While I haven’t been a fan of the show for quite some time, I was intrigued when I heard that EastEnders was to feature a storyline outlining the struggles faced by gay Muslims. Being someone who is both gay and (quasi)religious in their Islamic faith, I was interested to see how they would cover it.
As many people know, the relationship between religious communities and homosexuality can be volatile with both sides often holding open contempt for each other, but nowhere is this shown more than in the families of gay Muslims.
While problems faced by the gay children of other social groups are more upfront – open hostility, youth homelessness etc – issues faced by gay and lesbian Asians have different layers of intricacy as family honour and social standing come into play.
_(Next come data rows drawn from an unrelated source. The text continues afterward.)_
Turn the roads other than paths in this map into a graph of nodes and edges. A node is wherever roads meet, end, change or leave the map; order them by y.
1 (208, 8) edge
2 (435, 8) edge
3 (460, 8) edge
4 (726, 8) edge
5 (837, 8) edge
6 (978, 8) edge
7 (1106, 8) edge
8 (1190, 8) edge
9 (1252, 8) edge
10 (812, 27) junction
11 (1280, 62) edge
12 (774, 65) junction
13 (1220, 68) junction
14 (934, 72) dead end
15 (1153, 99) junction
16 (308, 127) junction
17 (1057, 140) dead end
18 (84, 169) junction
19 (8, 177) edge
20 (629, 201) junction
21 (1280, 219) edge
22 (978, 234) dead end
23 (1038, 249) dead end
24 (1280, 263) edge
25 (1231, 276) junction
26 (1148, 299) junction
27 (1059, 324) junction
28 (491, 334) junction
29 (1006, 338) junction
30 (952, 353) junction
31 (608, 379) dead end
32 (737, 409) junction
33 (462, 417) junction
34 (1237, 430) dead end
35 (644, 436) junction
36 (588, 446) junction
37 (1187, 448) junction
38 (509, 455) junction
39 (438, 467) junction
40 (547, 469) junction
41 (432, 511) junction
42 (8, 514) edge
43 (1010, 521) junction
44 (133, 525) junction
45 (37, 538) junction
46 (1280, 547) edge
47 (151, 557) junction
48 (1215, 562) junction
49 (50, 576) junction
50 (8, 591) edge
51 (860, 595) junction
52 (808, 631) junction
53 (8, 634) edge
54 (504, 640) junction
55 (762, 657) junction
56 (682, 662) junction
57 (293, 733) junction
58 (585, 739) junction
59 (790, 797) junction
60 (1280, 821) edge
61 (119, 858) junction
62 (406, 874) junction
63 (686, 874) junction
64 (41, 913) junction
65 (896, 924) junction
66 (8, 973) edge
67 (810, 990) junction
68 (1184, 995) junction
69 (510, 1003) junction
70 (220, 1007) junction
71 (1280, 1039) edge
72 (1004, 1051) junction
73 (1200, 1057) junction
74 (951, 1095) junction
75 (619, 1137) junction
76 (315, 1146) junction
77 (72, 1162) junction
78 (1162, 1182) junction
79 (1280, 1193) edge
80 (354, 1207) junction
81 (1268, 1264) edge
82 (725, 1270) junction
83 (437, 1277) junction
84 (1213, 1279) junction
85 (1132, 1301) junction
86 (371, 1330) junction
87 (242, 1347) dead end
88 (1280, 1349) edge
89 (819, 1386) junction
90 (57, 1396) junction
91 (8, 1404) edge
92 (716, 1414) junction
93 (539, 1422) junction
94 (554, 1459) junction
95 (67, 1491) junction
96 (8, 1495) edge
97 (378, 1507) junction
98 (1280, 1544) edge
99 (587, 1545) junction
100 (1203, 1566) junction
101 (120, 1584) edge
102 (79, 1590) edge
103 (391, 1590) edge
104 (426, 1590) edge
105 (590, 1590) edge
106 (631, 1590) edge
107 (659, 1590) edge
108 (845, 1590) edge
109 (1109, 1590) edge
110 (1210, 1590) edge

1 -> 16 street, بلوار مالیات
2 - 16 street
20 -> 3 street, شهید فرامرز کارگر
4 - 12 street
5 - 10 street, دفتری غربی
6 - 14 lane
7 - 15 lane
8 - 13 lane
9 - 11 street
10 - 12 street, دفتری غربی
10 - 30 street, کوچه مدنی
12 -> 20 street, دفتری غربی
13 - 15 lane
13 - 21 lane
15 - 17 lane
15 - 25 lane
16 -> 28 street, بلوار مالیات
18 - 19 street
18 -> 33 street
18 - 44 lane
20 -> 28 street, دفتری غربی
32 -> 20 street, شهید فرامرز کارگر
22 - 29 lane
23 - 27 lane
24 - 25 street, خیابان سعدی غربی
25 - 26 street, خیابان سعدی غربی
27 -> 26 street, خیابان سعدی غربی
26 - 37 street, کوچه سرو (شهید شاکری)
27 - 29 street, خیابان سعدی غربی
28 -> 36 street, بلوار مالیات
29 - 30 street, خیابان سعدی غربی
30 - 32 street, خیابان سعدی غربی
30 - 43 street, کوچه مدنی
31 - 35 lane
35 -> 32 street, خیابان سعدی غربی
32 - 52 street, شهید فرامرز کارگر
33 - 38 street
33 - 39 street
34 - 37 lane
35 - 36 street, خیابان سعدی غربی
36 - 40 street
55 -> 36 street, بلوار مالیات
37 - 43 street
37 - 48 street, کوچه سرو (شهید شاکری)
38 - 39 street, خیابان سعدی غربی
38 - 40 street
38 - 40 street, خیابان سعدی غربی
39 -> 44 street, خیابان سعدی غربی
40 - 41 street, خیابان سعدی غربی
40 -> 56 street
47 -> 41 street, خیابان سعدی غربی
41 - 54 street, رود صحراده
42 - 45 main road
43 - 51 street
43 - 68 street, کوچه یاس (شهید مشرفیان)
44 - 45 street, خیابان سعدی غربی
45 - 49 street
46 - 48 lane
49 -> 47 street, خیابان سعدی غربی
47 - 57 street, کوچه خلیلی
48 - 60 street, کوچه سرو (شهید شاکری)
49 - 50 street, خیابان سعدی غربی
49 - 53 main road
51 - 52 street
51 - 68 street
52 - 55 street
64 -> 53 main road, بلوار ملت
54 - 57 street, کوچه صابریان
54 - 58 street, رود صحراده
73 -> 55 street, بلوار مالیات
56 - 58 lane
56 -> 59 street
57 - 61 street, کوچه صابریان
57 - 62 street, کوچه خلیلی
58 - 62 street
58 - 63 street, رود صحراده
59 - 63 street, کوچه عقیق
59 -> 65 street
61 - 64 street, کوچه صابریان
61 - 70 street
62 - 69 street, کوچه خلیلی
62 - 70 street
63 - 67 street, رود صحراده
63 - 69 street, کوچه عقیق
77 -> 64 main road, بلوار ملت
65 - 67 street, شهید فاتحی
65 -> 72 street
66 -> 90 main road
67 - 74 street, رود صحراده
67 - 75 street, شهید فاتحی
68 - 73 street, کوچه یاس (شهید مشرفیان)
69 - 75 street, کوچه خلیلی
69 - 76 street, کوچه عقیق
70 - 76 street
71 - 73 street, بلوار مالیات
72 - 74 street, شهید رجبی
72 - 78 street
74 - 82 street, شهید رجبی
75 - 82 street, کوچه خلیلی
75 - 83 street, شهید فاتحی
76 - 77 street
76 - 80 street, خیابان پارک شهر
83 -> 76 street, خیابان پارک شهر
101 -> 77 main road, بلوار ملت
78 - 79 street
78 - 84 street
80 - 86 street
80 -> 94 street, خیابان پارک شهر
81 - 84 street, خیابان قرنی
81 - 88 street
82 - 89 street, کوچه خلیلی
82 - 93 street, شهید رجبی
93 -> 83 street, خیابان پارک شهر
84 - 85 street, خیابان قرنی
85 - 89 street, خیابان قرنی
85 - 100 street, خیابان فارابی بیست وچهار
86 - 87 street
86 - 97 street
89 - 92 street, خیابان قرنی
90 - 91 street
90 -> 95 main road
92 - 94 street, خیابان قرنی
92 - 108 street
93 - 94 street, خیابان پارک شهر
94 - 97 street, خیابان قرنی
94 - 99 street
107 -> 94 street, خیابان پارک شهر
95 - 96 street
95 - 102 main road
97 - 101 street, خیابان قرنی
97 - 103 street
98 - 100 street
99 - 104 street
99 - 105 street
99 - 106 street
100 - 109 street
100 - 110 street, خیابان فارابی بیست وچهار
Gay people in these communities are faced by the violence and disgust that is unfortunately prevalent in certain groups of people around the world and have to deal with an inherent and irrationally focused hatred from their family and friends. Sometimes this manifests in violence and there are cases all over the world of gay and lesbian people being killed by their families, who use their religion to rationalise their own feelings of hatred.
Other times, familial affection overrides this violence, but rather than this leading to tolerance or acceptance, a web of manipulation is spun and gay people are continuously made to feel they are dirty or wrong and that their life is causing pain to the people around them.
EastEnders showed this in its proper light and rather than Syed being thrown out by his mother Zainab or attacked after being outed, he was instead told to go through with a marriage to a woman for his family’s benefit.
This exposes the root of what is in question here in terms of Muslim parents and how they deal with the situation.
It is true, as I saw in the show and have experienced in my life, that if it gets out that a family has a gay son they will lose everything. They will become social pariahs and outcasts from not only the community but from the extended family who want to disassociate themselves from the fallout of the situation. Any other children in the family will also be shunned, unable to get jobs in their community and unable to marry as other families will see their blood as tainted.
This is the very real situation that is faced by these groups when a person, particularly a man, comes out as gay. It brings out the worst in people – parents, brothers, sisters, uncles – who mix their own negative views on homosexuality itself with the fear attached to losing their social status. Instead of coming at it violently or aggressively, the educated parents of gays instead manipulate their children, using their knowledge of them to consciously and unconsciously degrade their views of themselves and the way they see the situation around them.
This leads to many gay Muslims being stuck in loveless marriages or spiralling into depression, drug use and even suicide as they are made to feel like the situation, their sexuality and the reactions of their loved ones are their fault.
But while it is easy to be horrified and disgusted by the treatment that these gay Asians and Arabs receive, outside observers must consider why we let our families get away with this. Why we let them in our heads, feeding our own insecurities. The answer is simply because they’re right. Should the knowledge of our sexuality come out in the greater community, our families’ lives would be destroyed.
Whether this is right or wrong is sadly an irrelevance, that’s just how it is. It is the reason we allow ourselves to feel the guilt of our sexuality and the reason why family members do anything to stop it and to beat down any idea of their child being happy in a same-sex environment or relationship. Simply because, on subconscious and conscious levels, they know that it would destroy their lives.
Name not published at author’s request.